Hello, Benwing2, all right? About "egl" and "eml" abbreviations...[edit]

I noticed that in the page "", since I wanted to write about Emilian-Romagnolo language, I had to write the abbreviation "egl" (that conversely usually refers only to Emilian language) instead of "eml"=Emilian-Romagnol language. Do you think in the future I'll have to write "egl" again, or there is something to fix upstream? Thank you in advance, --Gloria sah (talk) 16:39, 2 February 2016 (UTC)

Appendix:Russian pronunciation[edit]


Are you interested in expanding this a bit and describing what you learned about the Russian phonology? I meant to do it but procrastinated. Otherwise we just link it to Wikipedia. --Anatoli T. (обсудить/вклад) 12:09, 3 February 2016 (UTC)

I'll try to add to it but I think linking to Wikipedia is a good idea, looks like it's already done in fact. Benwing2 (talk) 17:12, 9 February 2016 (UTC)

Russian 5a verbs that start with вы́-[edit]

It looks like the imperative verb forms should have -и(те) instead of -ь(те). See ru-wikt versions of предвидеть and вылететь. --KoreanQuoter (talk) 15:03, 9 February 2016 (UTC)

@Atitarev Also summoning our prijatel'. --KoreanQuoter (talk) 15:04, 9 February 2016 (UTC)
Thanks! (предвидеть is already correct, maybe you meant another verb?) Luckily there are only 5 verbs involved here (выглядеть, выгнать, выдержать, вылететь, выстоять) and one of them (выгнать) is already correct. I think this is fixable by adding the и argument to the other verbs. We'll have to delete the bad forms but it should only be 8 pages. Benwing2 (talk) 17:03, 9 February 2016 (UTC)
Thanks for spotting! Good job, Taeho! Fixed the tables, sorry. Some forms need to deleted and some regenerated, some have more senses - indicative and imperative.--Anatoli T. (обсудить/вклад) 20:01, 9 February 2016 (UTC)
Also fixed выкипеть. This really bugged me for several days. --KoreanQuoter (talk) 00:11, 10 February 2016 (UTC)



I just want to make sure you got the answers to all your latest questions (and making changes accordingly). I didn't ping you in my answers but I hope you're keeping track of your questions and answers to them. :) --Anatoli T. (обсудить/вклад) 02:04, 4 March 2016 (UTC)

Yup, I saw all of them and fixed things up. Thanks! Benwing2 (talk) 02:56, 4 March 2016 (UTC)

Fun With Parameter 6[edit]

Please take a look at Cat:E. Chuck Entz (talk) 04:45, 9 March 2016 (UTC)

Thanks, I'm fixing them right now. Benwing2 (talk) 04:46, 9 March 2016 (UTC)

Clean up[edit]

I think there is a good need to clean up User:Benwing2/russian-freq-redlinks. I think I have to contribute russian-freq-redlinks even more. --KoreanQuoter (talk) 05:11, 25 March 2016 (UTC)

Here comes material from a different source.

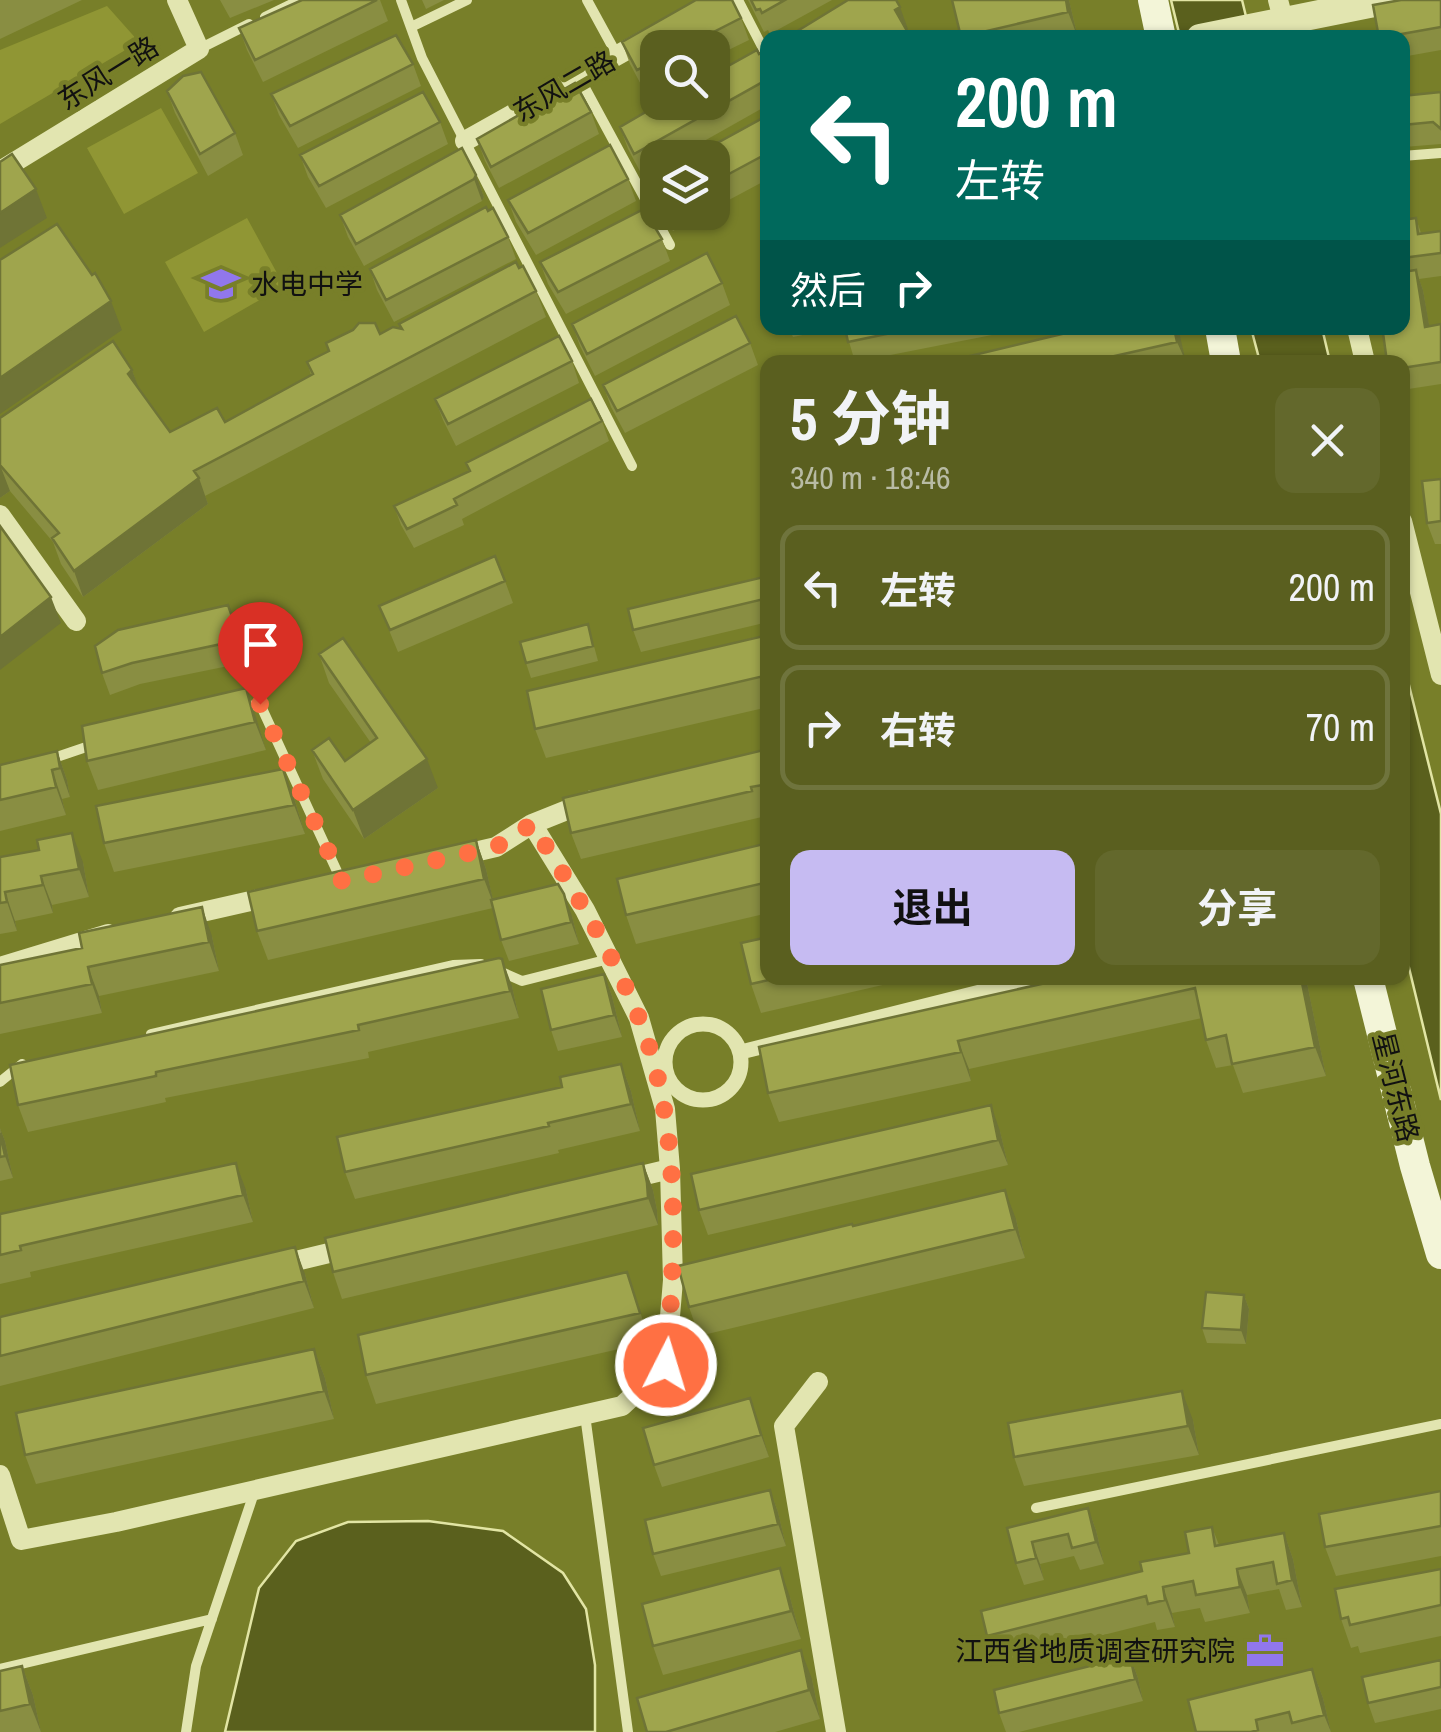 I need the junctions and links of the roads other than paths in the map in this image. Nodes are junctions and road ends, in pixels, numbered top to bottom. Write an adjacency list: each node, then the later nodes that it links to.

I'll rerun it soon. BTW if you want to contribute entries you should do it from the top. Benwing2 (talk) 05:14, 25 March 2016 (UTC)
I haven't touched the list for a while, so I'll remind of myself of that. Thank you. --KoreanQuoter (talk) 05:19, 25 March 2016 (UTC)
@KoreanQuoter I have to ask you ... why do you add obscure and/or obsolete terms, like претвори́ться(pretvorítʹsja)? Are you finding them among stuff you're reading? (My dictionary says претворить is obsolete and means "change, transform"; претвориться is presumably the intransitive equivalent.) IMO it would be much more helpful to add common terms. The obscure terms are filling up Category:Russian entries needing definition, making it rather less useful. Benwing2 (talk) 06:30, 25 March 2016 (UTC)
If you're looking for common terms, start at entry 8000 in User:Benwing2/russian-freq-redlinks and go through the adjectives that are red. Benwing2 (talk) 06:31, 25 March 2016 (UTC)
I've been very busy in real life for the past several months and I just can't concentrate distinguishing whether they're common or not. I've been thinking of 2-3 months of Wikibreak or just contributing only in the weekends, but I declined. So my editing style is literally messed up at this point. --KoreanQuoter (talk) 08:15, 25 March 2016 (UTC)
@KoreanQuoter OK. Sorry to be short with you. It seems in any case that претвори́ться(pretvorítʹsja) might not be obsolete after all. But I'd still recommend choosing terms based on the top of the frequency list. Benwing2 (talk) 08:16, 25 March 2016 (UTC)
Even if I don't make new lemma entries, I would often "organize" related terms of a single lemma entry. --KoreanQuoter (talk) 08:20, 25 March 2016 (UTC)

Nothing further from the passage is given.